Estamos, pues, una obra construida con delicadeza, con imágenes aparentemente sin relación unas con otras, con un estilo inventivo, veraz. Para Godard parece hasta sencillo delinear un romance sin mostrarnos contexto alguno, sentimentalismos sin sentimientos en la pantalla.
Esta es una película difícil de seguir. Tiene sentido: lo que Adiós al lenguaje ofrece es, sin más, un producto que trasciende cualquier convención normal en la industria. Aquí las cosas funcionan como una pieza de Tchaikovski o un cuadro de Pollock: caos, desorden fílmico; al final, la imagen liberada, en su forma, quizás, más pura. Godard parece no aceptar los tapujos premeditados de la narrativa, esos esquemas frígidos, insensibles. Quiere arrancar las emociones en espacios en los que, aparentemente, no hay. Y es que, en un filme de Godard, los sentimientos se descubren de a pocos, y, muchas veces, de manera implícita. Su cine funciona de forma sensorial, instintiva; ya hablamos de esta dialéctica entre un estilo armonioso que también resulta salvaje. Es, sin duda, un cine que no subestima al espectador, que no es condescendiente con su audiencia; un cine que confía y reta a quien la ve.
La audiencia, entonces, debe desentrañar la historia, buscar las intenciones de los personajes, el mensaje detrás de la pantalla. Adiós al lenguaje tiene esa peculiaridad: es una experiencia inmersiva para el espectador, quien debe armar él mismo el filme, entrometerse en la historia y darle sentido, sentir como los protagonistas. No es sencillo frente al estilo frenético y poco lineal de Godard. Supone, entonces, que mantengamos nuestra atención al máximo.

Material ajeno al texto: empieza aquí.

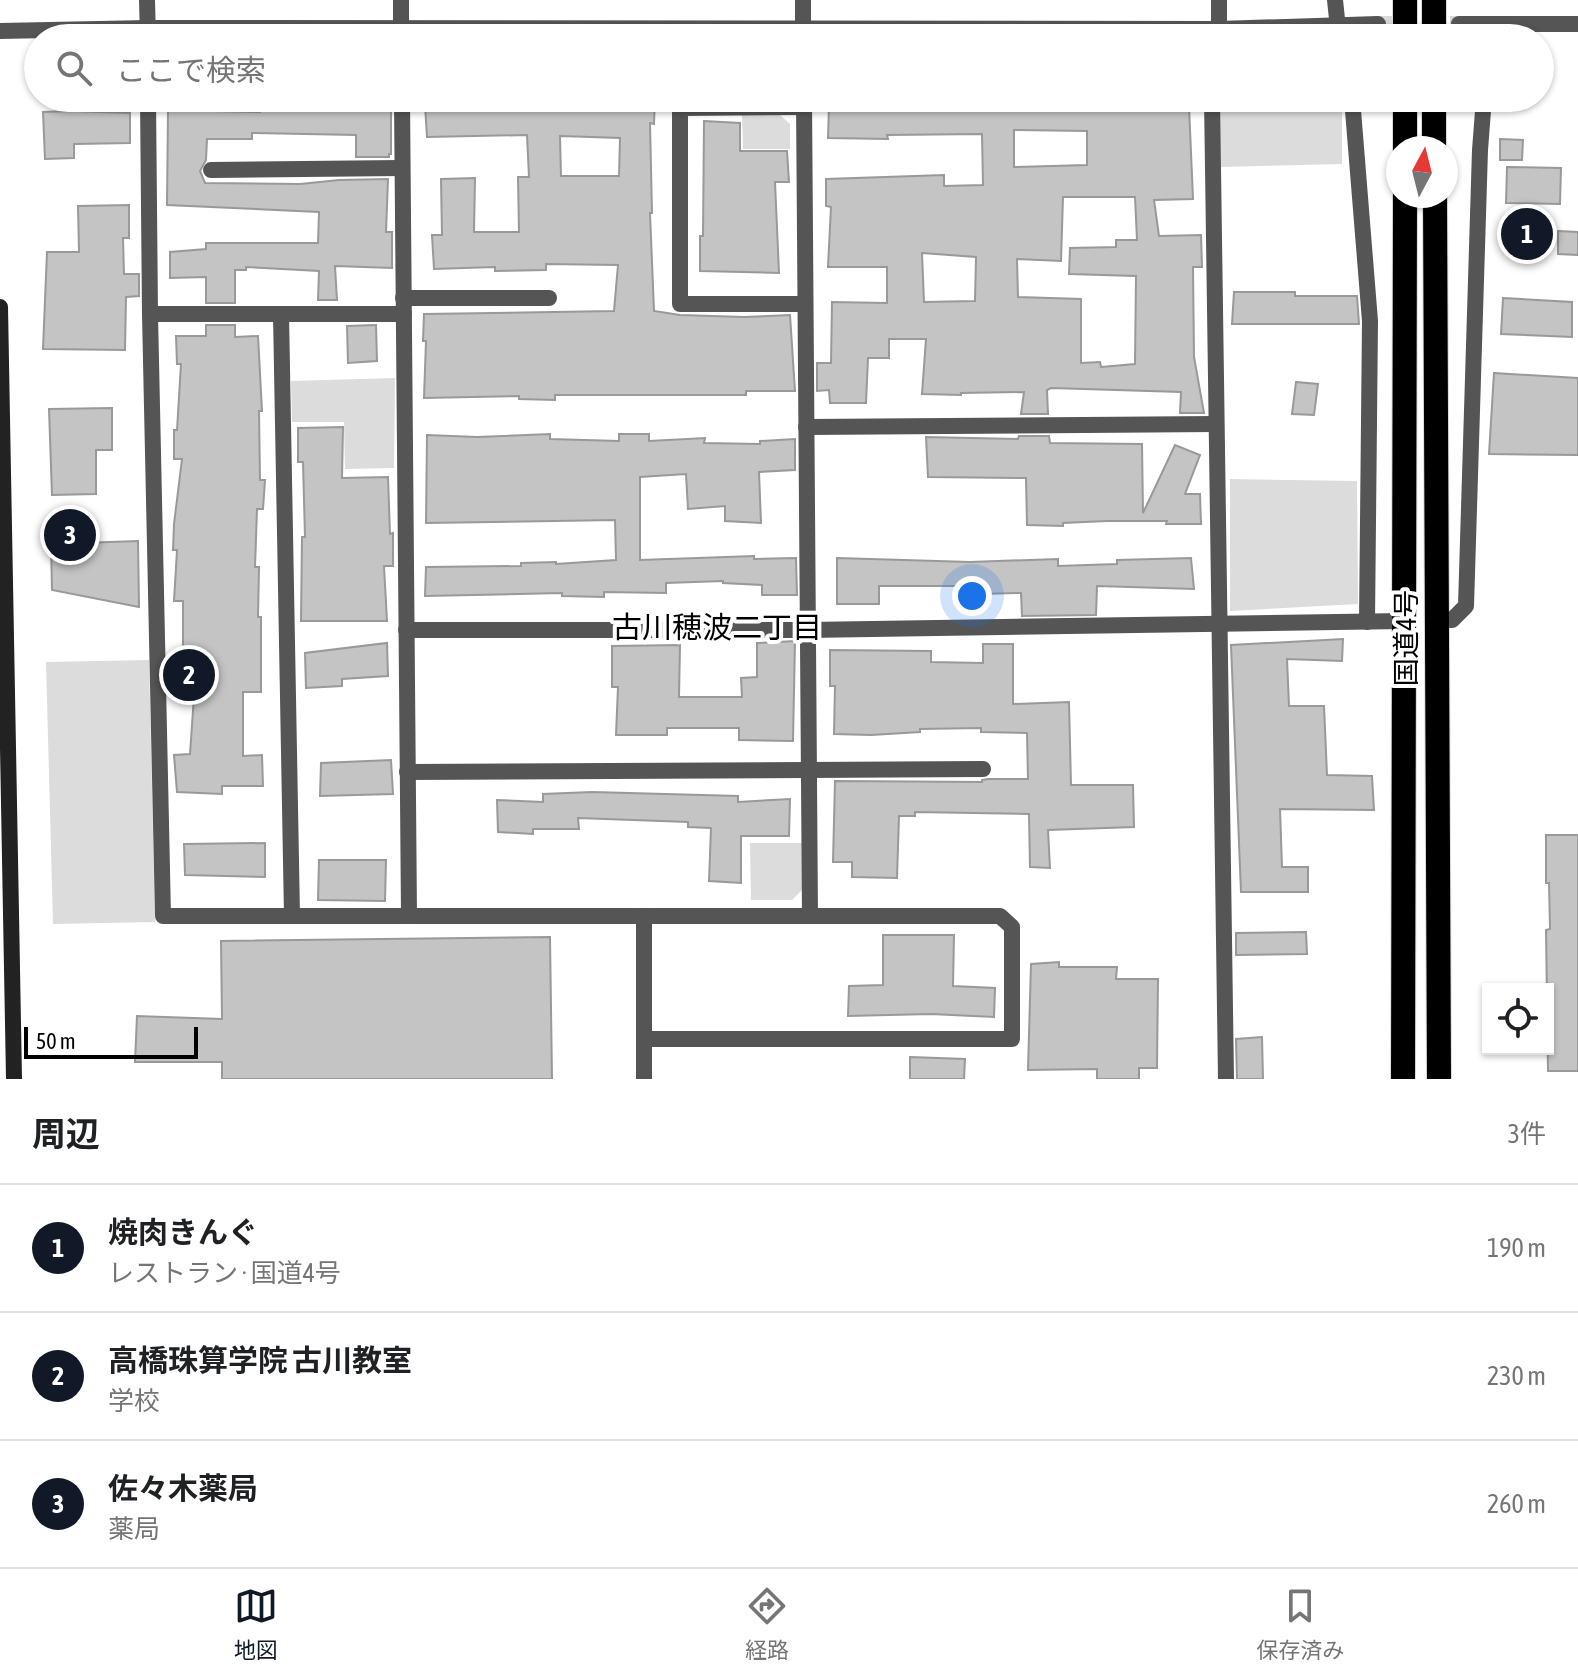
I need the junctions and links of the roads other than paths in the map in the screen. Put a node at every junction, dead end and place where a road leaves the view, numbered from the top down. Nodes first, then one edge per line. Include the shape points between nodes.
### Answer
1 (147, 0) edge
2 (401, 0) edge
3 (803, 0) edge
4 (1219, 0) edge
5 (1335, 0) edge
6 (1405, 0) edge
7 (1434, 0) edge
8 (148, 24) edge
9 (401, 24) edge
10 (803, 24) edge
11 (1214, 24) edge
12 (1337, 24) edge
13 (1405, 24) edge
14 (1434, 24) edge
15 (1578, 24) edge
16 (1554, 26) edge
17 (0, 31) edge
18 (24, 31) edge
19 (148, 112) edge
20 (402, 112) edge
21 (680, 112) edge
22 (804, 112) edge
23 (1212, 112) edge
24 (1353, 112) edge
25 (1405, 112) edge
26 (1434, 112) edge
27 (1483, 112) edge
28 (1405, 136) edge
29 (1434, 136) edge
30 (402, 168) junction
31 (211, 170) dead end
32 (1405, 208) edge
33 (1435, 208) edge
34 (549, 298) dead end
35 (805, 304) junction
36 (404, 306) junction
37 (0, 307) edge
38 (150, 314) junction
39 (281, 314) junction
40 (1216, 424) junction
41 (806, 427) junction
42 (1436, 620) junction
43 (1404, 621) junction
44 (1367, 622) junction
45 (1219, 624) junction
46 (406, 630) junction
47 (807, 630) junction
48 (983, 769) dead end
49 (809, 771) junction
50 (407, 772) junction
51 (409, 915) junction
52 (292, 916) junction
53 (644, 916) junction
54 (810, 916) junction
55 (644, 1039) junction
56 (14, 1079) edge
57 (644, 1079) edge
58 (1226, 1079) edge
59 (1403, 1079) edge
60 (1439, 1079) edge

1 - 8 street
2 - 9 street
3 - 10 street
4 - 11 street
5 - 12 street
6 - 13 highway
7 - 14 highway
15 - 16 street
17 - 18 street
19 - 38 street
20 - 30 street
21 - 35 street via 680,304
22 - 35 street
23 - 40 street
24 - 44 street via 1370,321
25 - 28 highway
26 - 29 highway
27 - 42 street via 1466,606 1452,620
30 - 31 street
30 - 36 street
32 - 43 highway, 国道4号
33 - 42 highway, 国道4号
34 - 36 street
35 - 41 street
36 - 39 street
36 - 46 street
37 - 56 street
38 - 39 street
38 - 52 street via 163,916
39 - 52 street
40 - 41 street
40 - 45 street
41 - 47 street
42 - 60 highway, 国道4号
43 - 44 street
43 - 59 highway, 国道4号
44 - 45 street
45 - 47 street
45 - 58 street
46 - 47 street
46 - 50 street
47 - 49 street
48 - 49 street
49 - 50 street
49 - 54 street
50 - 51 street
51 - 52 street
51 - 53 street
53 - 54 street
53 - 55 street
54 - 55 street via 1000,916 1012,927 1012,1039
55 - 57 street

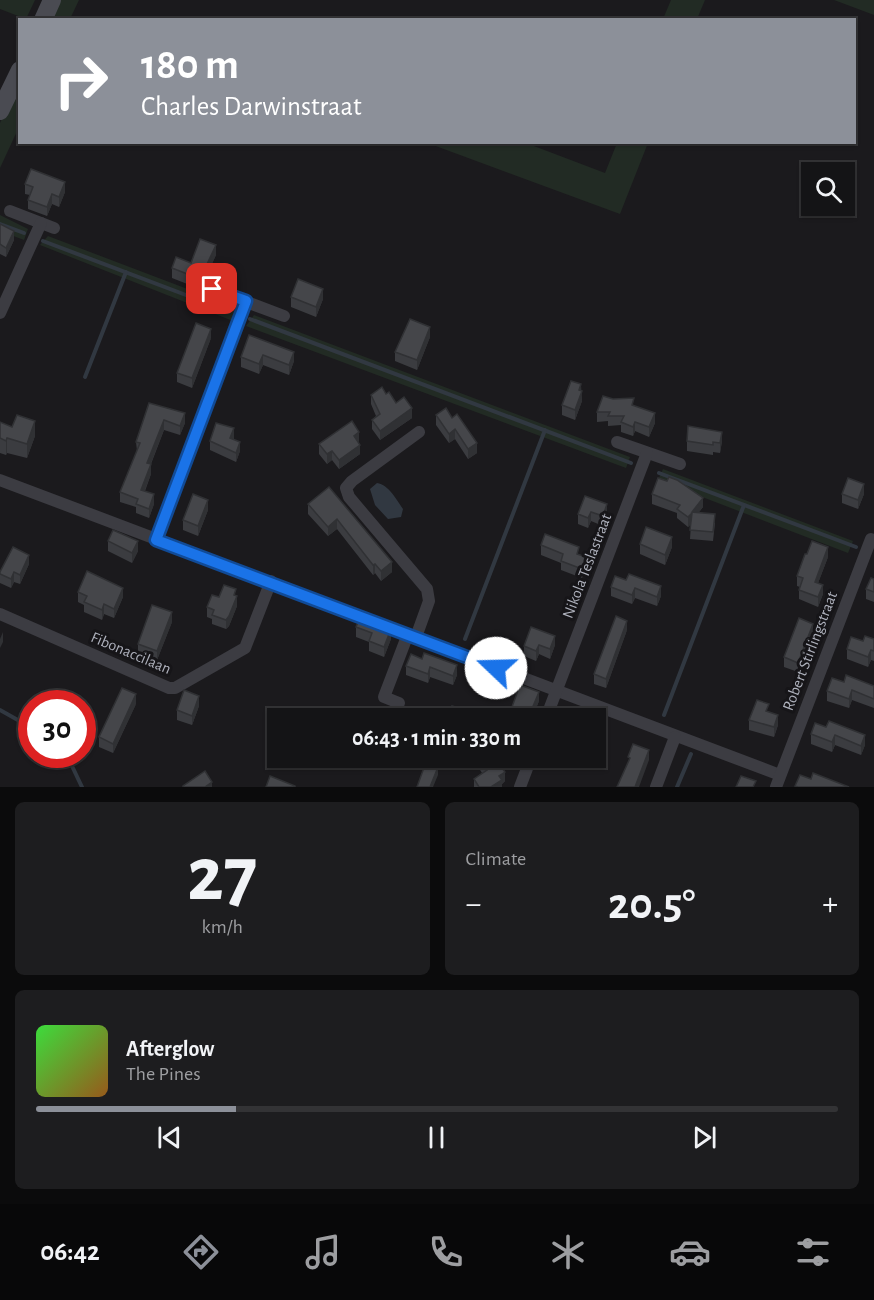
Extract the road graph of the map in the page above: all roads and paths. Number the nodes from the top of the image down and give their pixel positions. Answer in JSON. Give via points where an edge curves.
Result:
{"nodes":[{"id":1,"x":52,"y":0,"type":"edge"},
{"id":2,"x":44,"y":18,"type":"edge"},
{"id":3,"x":18,"y":74,"type":"edge"},
{"id":4,"x":0,"y":111,"type":"edge"},
{"id":5,"x":10,"y":211,"type":"dead end"},
{"id":6,"x":41,"y":223,"type":"junction"},
{"id":7,"x":54,"y":228,"type":"dead end"},
{"id":8,"x":212,"y":289,"type":"dead end"},
{"id":9,"x":246,"y":301,"type":"junction"},
{"id":10,"x":0,"y":313,"type":"edge"},
{"id":11,"x":284,"y":316,"type":"dead end"},
{"id":12,"x":419,"y":432,"type":"dead end"},
{"id":13,"x":617,"y":442,"type":"dead end"},
{"id":14,"x":647,"y":453,"type":"junction"},
{"id":15,"x":680,"y":464,"type":"dead end"},
{"id":16,"x":0,"y":480,"type":"edge"},
{"id":17,"x":871,"y":539,"type":"dead end"},
{"id":18,"x":156,"y":540,"type":"junction"},
{"id":19,"x":271,"y":581,"type":"junction"},
{"id":20,"x":0,"y":614,"type":"edge"},
{"id":21,"x":412,"y":636,"type":"junction"},
{"id":22,"x":557,"y":691,"type":"junction"},
{"id":23,"x":399,"y":703,"type":"dead end"},
{"id":24,"x":550,"y":708,"type":"edge"},
{"id":25,"x":675,"y":737,"type":"junction"},
{"id":26,"x":527,"y":768,"type":"edge"},
{"id":27,"x":778,"y":781,"type":"edge"},
{"id":28,"x":520,"y":787,"type":"edge"},
{"id":29,"x":656,"y":787,"type":"edge"}],
"edges":[{"from":1,"to":2,"type":"street"},
{"from":3,"to":4,"type":"street"},
{"from":5,"to":6,"type":"street"},
{"from":6,"to":7,"type":"street"},
{"from":6,"to":10,"type":"street"},
{"from":8,"to":9,"type":"street"},
{"from":9,"to":11,"type":"street"},
{"from":9,"to":18,"type":"street"},
{"from":12,"to":21,"type":"street","via":[[346,488],[349,497],[427,589],[429,601]]},
{"from":13,"to":14,"type":"street"},
{"from":14,"to":15,"type":"street"},
{"from":14,"to":22,"type":"street","name":"Nikola Teslastraat"},
{"from":16,"to":18,"type":"street"},
{"from":17,"to":27,"type":"street","name":"Robert Stirlingstraat"},
{"from":18,"to":19,"type":"street"},
{"from":19,"to":20,"type":"street","name":"Fibonaccilaan","via":[[245,648],[175,688]]},
{"from":19,"to":21,"type":"street"},
{"from":21,"to":22,"type":"street"},
{"from":21,"to":23,"type":"street","via":[[384,697]]},
{"from":22,"to":24,"type":"street","name":"Nikola Teslastraat"},
{"from":22,"to":25,"type":"street"},
{"from":25,"to":27,"type":"street"},
{"from":25,"to":29,"type":"street"},
{"from":26,"to":28,"type":"street"}]}
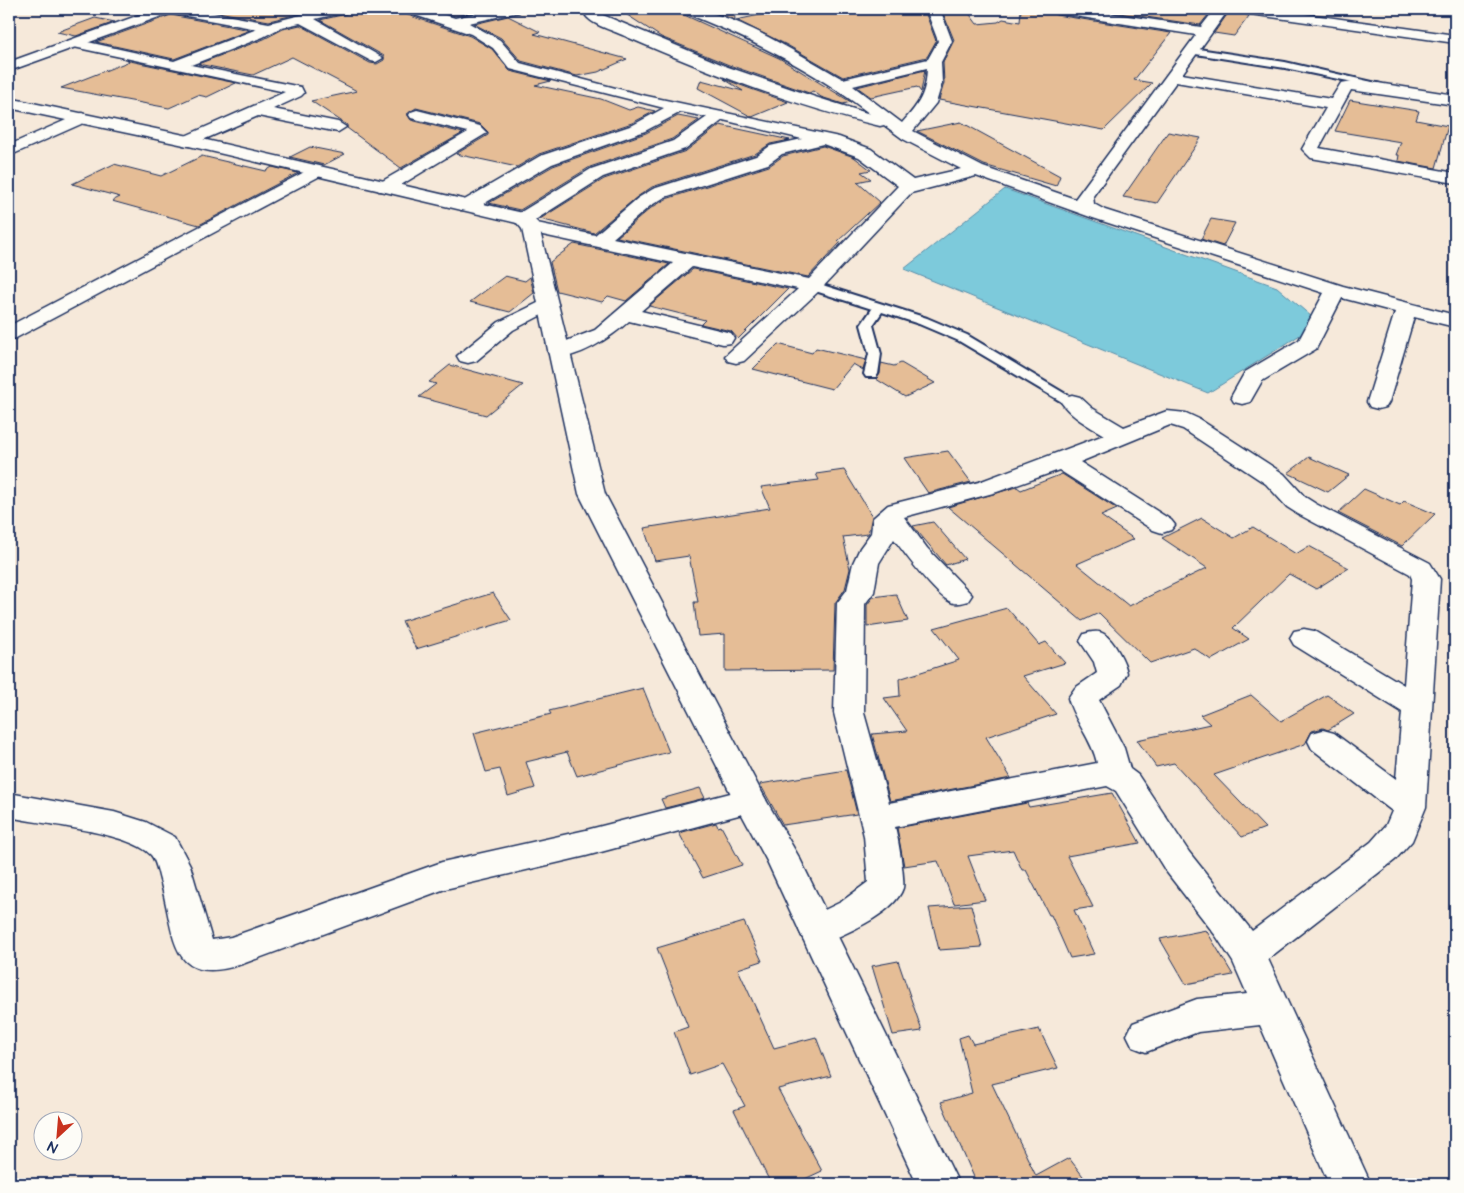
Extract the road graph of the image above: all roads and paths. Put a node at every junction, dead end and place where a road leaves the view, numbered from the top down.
1 (169, 9) edge
2 (341, 9) edge
3 (411, 9) edge
4 (514, 9) edge
5 (613, 9) edge
6 (688, 9) edge
7 (933, 9) edge
8 (1056, 9) edge
9 (1222, 9) edge
10 (1243, 9) edge
11 (302, 18) junction
12 (454, 22) junction
13 (270, 27) junction
14 (1205, 32) junction
15 (1455, 39) edge
16 (74, 43) junction
17 (1192, 51) junction
18 (376, 58) dead end
19 (934, 62) junction
20 (175, 66) junction
21 (9, 67) edge
22 (1172, 78) junction
23 (841, 84) junction
24 (804, 98) junction
25 (1455, 98) edge
26 (9, 103) edge
27 (1337, 106) junction
28 (679, 107) junction
29 (779, 108) dead end
30 (257, 111) junction
31 (417, 115) dead end
32 (720, 115) junction
33 (82, 118) junction
34 (338, 127) dead end
35 (895, 136) junction
36 (823, 139) junction
37 (189, 141) junction
38 (9, 150) edge
39 (865, 153) junction
40 (977, 171) junction
41 (314, 172) junction
42 (1455, 178) edge
43 (910, 186) junction
44 (385, 187) junction
45 (467, 206) junction
46 (1087, 208) junction
47 (527, 223) junction
48 (599, 241) junction
49 (688, 260) junction
50 (813, 286) junction
51 (1336, 290) junction
52 (548, 304) junction
53 (879, 307) junction
54 (1406, 309) junction
55 (626, 314) junction
56 (1455, 321) edge
57 (9, 334) edge
58 (723, 338) dead end
59 (559, 352) junction
60 (468, 356) dead end
61 (736, 356) dead end
62 (870, 374) dead end
63 (1242, 397) dead end
64 (1072, 402) joint
65 (1378, 402) dead end
66 (1122, 436) junction
67 (1062, 461) junction
68 (889, 515) junction
69 (1162, 525) dead end
70 (958, 594) dead end
71 (1304, 638) dead end
72 (1094, 641) dead end
73 (1418, 708) junction
74 (1323, 742) dead end
75 (1114, 775) junction
76 (750, 800) junction
77 (9, 804) edge
78 (1410, 807) junction
79 (877, 818) junction
80 (817, 930) junction
81 (1248, 954) junction
82 (1272, 1007) junction
83 (1146, 1035) dead end
84 (938, 1184) edge
85 (1350, 1184) edge

1 - 13 street
1 - 16 street
2 - 11 street
3 - 12 street
4 - 12 street
5 - 24 street
6 - 23 street
7 - 19 street
8 - 14 street
9 - 14 street
10 - 15 street
11 - 13 street
11 - 18 street
12 - 28 street
13 - 20 street
14 - 17 street
16 - 20 street
16 - 21 street
17 - 22 street
17 - 25 lane
19 - 23 street
19 - 35 street
20 - 30 street
22 - 27 street
22 - 46 street
23 - 35 street
24 - 29 street
24 - 35 street
25 - 27 street
26 - 33 street
27 - 42 street
28 - 32 street
28 - 45 street
30 - 34 street
30 - 37 street
31 - 44 street
32 - 36 street
32 - 47 street
33 - 37 street
33 - 38 street
35 - 39 street
35 - 40 street
36 - 39 street
36 - 48 street
37 - 41 street
39 - 43 street
40 - 43 street
40 - 46 street
41 - 44 street
41 - 57 street
43 - 50 street
44 - 45 street
45 - 47 street
46 - 51 street
47 - 48 street
47 - 52 street
48 - 49 street
49 - 50 street
49 - 55 street
50 - 53 lane
50 - 61 street
51 - 54 street
51 - 63 street
52 - 59 street
52 - 60 street
53 - 62 lane
53 - 64 lane
54 - 56 street
54 - 65 street
55 - 58 street
55 - 59 street
59 - 76 street
64 - 66 street
66 - 67 street
66 - 73 street
67 - 68 street
67 - 69 street
68 - 70 street
68 - 79 street
71 - 73 street
72 - 75 street
73 - 78 street
74 - 78 street
75 - 79 street
75 - 81 street
76 - 77 street
76 - 80 street
78 - 81 street
79 - 80 street
80 - 84 street
81 - 82 street
82 - 83 street
82 - 85 street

El montaje, virtud única para el cineasta, termina demostrando que, ante todo, este es un film humano, de corazón y no de cerebro. Jean Luc no busca una serie de imágenes borrosas y difusas que simulen “lo experimental”, sino que, manejando el poder del subtexto, consigue —o intenta— que cada pequeño pedazo de celuloide tenga validez. Si las palabras se ausentan, si el lenguaje hablado falla, mejor que los colores, gestos y símbolos de mantengan. Corta y pega con maestría las escenas de las parejas, el conflicto con el perro y también ciertas escenas que, aparentemente, no poseen mucha relación: una muestra del fascismo ilustrado o un decálogo de pensamiento socialista. La idea, sin embargo, es la misma: en una sociedad tan “libre pensante” como la francesa, igual la comunicación es falible, tan falible, que el odio invade a la políticas y los “buenos” no pueden controlar su discurso marcado por la furia.
Así funciona este film: engranaje tras engranaje, lectura sobre lectura, dejando a los espectadores con muchas opciones, con chances de seguir escarbando en la historia en más de un vistazo. La belleza y profundidad de esas escenas es tan amplia como sus interpretaciones. Es un Godard lírico, humano y, aunque resulte extraño creerlo, también tierno. Son menos de 80 minutos, quizás demasiado, o muy poco, según el humor de quien la vea. Aún cuando la ausencia del 3D pueda distorsionar la imagen, la sinfonía de colores se mantiene, se muestra firme y decidida, cálida y dulce, reveladora en cuanto a sus intenciones de manipularnos.
Funciona, entonces, como música para nuestros oídos, rozando el melodrama, también poema para sanar, si algo así puede ser concebible. De todas formas, sugiere mucha ironía: un testimonio de la incomunicación comunicado de forma inmarcesible.